[HN Gopher] Custom Allocators Demystified
       ___________________________________________________________________
        
       Custom Allocators Demystified
        
       Author : deafcalculus
       Score  : 46 points
       Date   : 2020-10-13 06:28 UTC (16 hours ago)
        
 (HTM) web link (slembcke.github.io)
 (TXT) w3m dump (slembcke.github.io)
        
       | chrchang523 wrote:
       | I've gotten a lot of mileage out of the following two extensions
       | to the linear allocator:
       | 
       | 1. A "pop-to" operation. If you're ready to free ALL memory
       | allocated at or after allocation X, you can do this by moving the
       | start-of-free-space pointer back to the start of allocation X.
       | 
       | 2. An end-of-free-space pointer, with its own push and pop-to
       | operations.
       | 
       | In combination, these are often enough to get maximum value out
       | of a fixed-size memory workspace. A function can allocate all
       | returned data structures on one side of the workspace, and use
       | the other side of the workspace for all temporary allocations.

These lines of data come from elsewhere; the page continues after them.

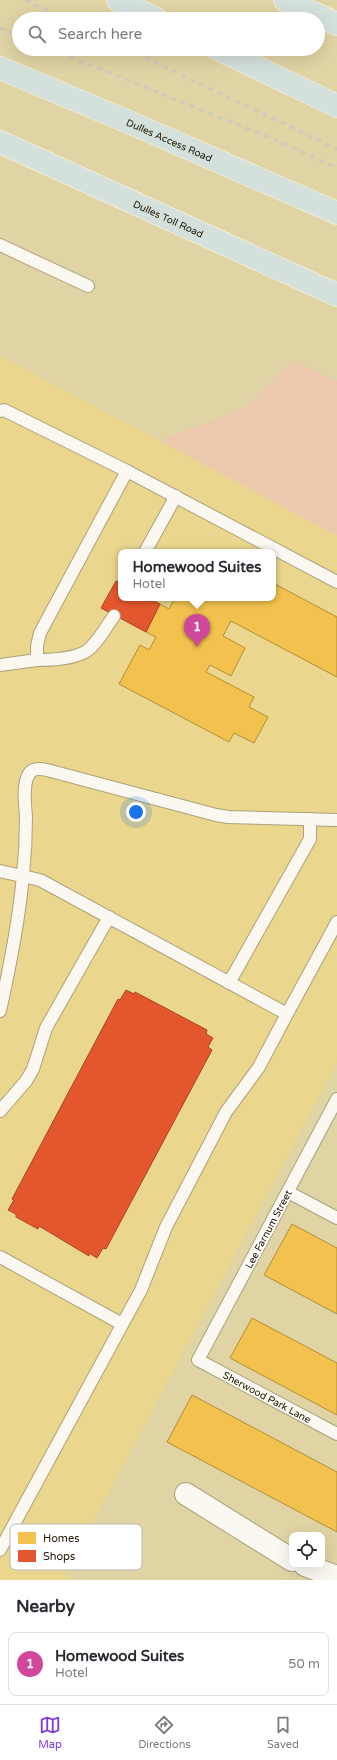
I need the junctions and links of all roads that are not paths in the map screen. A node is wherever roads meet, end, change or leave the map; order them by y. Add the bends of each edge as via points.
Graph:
1 (118, 0) edge
2 (285, 0) edge
3 (142, 12) edge
4 (311, 12) edge
5 (325, 18) edge
6 (337, 24) edge
7 (233, 56) edge
8 (0, 68) edge
9 (337, 106) edge
10 (0, 142) edge
11 (337, 213) edge
12 (189, 228) junction
13 (0, 245) edge
14 (88, 286) dead end
15 (337, 295) edge
16 (337, 309) edge
17 (0, 411) edge
18 (128, 471) junction
19 (176, 496) junction
20 (147, 549) edge
21 (275, 549) edge
22 (276, 549) edge
23 (337, 582) edge
24 (114, 616) dead end
25 (37, 660) junction
26 (0, 665) edge
27 (310, 819) junction
28 (337, 820) edge
29 (0, 871) edge
30 (23, 875) junction
31 (109, 917) junction
32 (337, 922) edge
33 (229, 983) junction
34 (0, 1011) edge
35 (287, 1014) junction
36 (337, 1099) edge
37 (0, 1111) edge
38 (288, 1192) junction
39 (337, 1218) edge
40 (0, 1257) edge
41 (122, 1324) junction
42 (198, 1360) joint
43 (337, 1434) edge
44 (186, 1494) dead end
45 (14, 1524) edge
46 (10, 1531) edge
47 (0, 1550) edge
48 (289, 1558) edge
49 (299, 1568) edge
50 (313, 1568) edge
51 (337, 1577) edge
52 (307, 1580) edge

1 - 3 highway
2 - 4 highway
5 - 6 highway
7 - 9 highway
8 - 11 highway, Dulles Access Road
10 - 12 highway, Dulles Toll Road
12 - 15 highway, Dulles Toll Road
12 - 16 highway
13 - 14 lane
17 - 18 lane via 4,410
18 - 19 lane
18 - 25 lane via 40,633
19 - 20 lane
19 - 21 lane
22 - 23 lane
24 - 25 lane via 86,651 64,658
25 - 26 lane
27 - 28 lane
27 - 30 lane via 216,815 38,768 29,773 25,785
27 - 33 lane via 310,839
29 - 30 lane
30 - 31 lane via 40,880
30 - 34 lane via 11,962
31 - 33 lane
31 - 37 lane via 46,1028 26,1081
32 - 35 lane
33 - 35 lane
35 - 41 lane via 259,1067 226,1112 166,1227 141,1290
36 - 38 lane, Lee Farnum Street
38 - 39 lane
38 - 42 lane, Lee Farnum Street
40 - 41 lane
41 - 45 lane
42 - 43 lane, Sherwood Park Lane
44 - 48 street
46 - 47 lane
49 - 52 street
50 - 51 street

       | This approach does require tight coupling so there are a lot of
       | settings where it clearly doesn't belong, but I've found it to be
       | very effective for high-performance scientific code.
        
         | dbandstra wrote:
         | This is a really nice system. Quake used it back in 1996 to fit
         | the game in 8MB. They called it a "hunk"[0] and it worked
         | pretty much exactly as you said.
         | 
         | The main drawback I find is that you can't use some generic
         | data structure implementations that expect to be able to free
         | memory out of order, unless you're fine with leaking before the
         | final cleanup (if integrated into a generic allocator
         | interface, the "free" method will probably be a no-op). For
         | example, maybe you need a temporary hashmap to help with
         | parsing a text file. It can be interesting to come up with
         | implementations that work without freeing out of order.
         | 
         | Of course, you can always opt to use another, more general
         | purpose allocator, on a block of memory retrieved from the hunk
         | (see Quake's "zones").
         | 
         | [0] https://github.com/id-
         | Software/Quake/blob/master/WinQuake/zo...
        
       | malkia wrote:
       | For C++, I walked (halfway) the really long road of replacing
       | std:: with std::pmr:: where I can, safely pluging jemalloc - and
       | solve the performance issues we had with the standard heap
       | allocator (Windows). But std::pmr::string now being 8 bytes
       | bigger caused us slowdowns unexpectedly. Also tons of changes,
       | different types, overall not great.
       | 
       | Then discovered mimalloc, which hooks at low-level malloc/free,
       | and at the same time a coworker also did similar job and now I'm
       | no longer in love with "pmr".
       | 
       | I wish it was success story, but it's not. It probably is, if
       | everyone is on board with it. But hardly this was my case. Also
       | libraries are not - Qt is not, and many others.
       | 
       | pmr is great for things like - try to alloc on the stack, and if
       | not enough continue with heap (under the hood), but the extra 8
       | bytes, and the fact that do_alloc is virtual call is problem
       | (last one maybe not perf enough, but still hard to sell to
       | performance oriented programmers).
       | 
       | I wish it was designed in way where it could've been sold as
       | such.
        
         | gpderetta wrote:
         | Hum, pmr is for type erasing allocators, i.e. you need multiple
         | allocators and you do not want to instantiate your templates
         | more than once.
         | 
         | If you want to use jemalloc everywere, just create your own
         | (stateless) allocator wrapper and instantiate your string with
         | it.
         | 
         | In fact you probably don't even need to do that. Doesnt
         | jemalloc provide a dll interposer mode that transparently
         | replaces malloc/free?
        
       | favorited wrote:
       | Andrei Alexandrescu's 2015 talk about C++'s allocators is great.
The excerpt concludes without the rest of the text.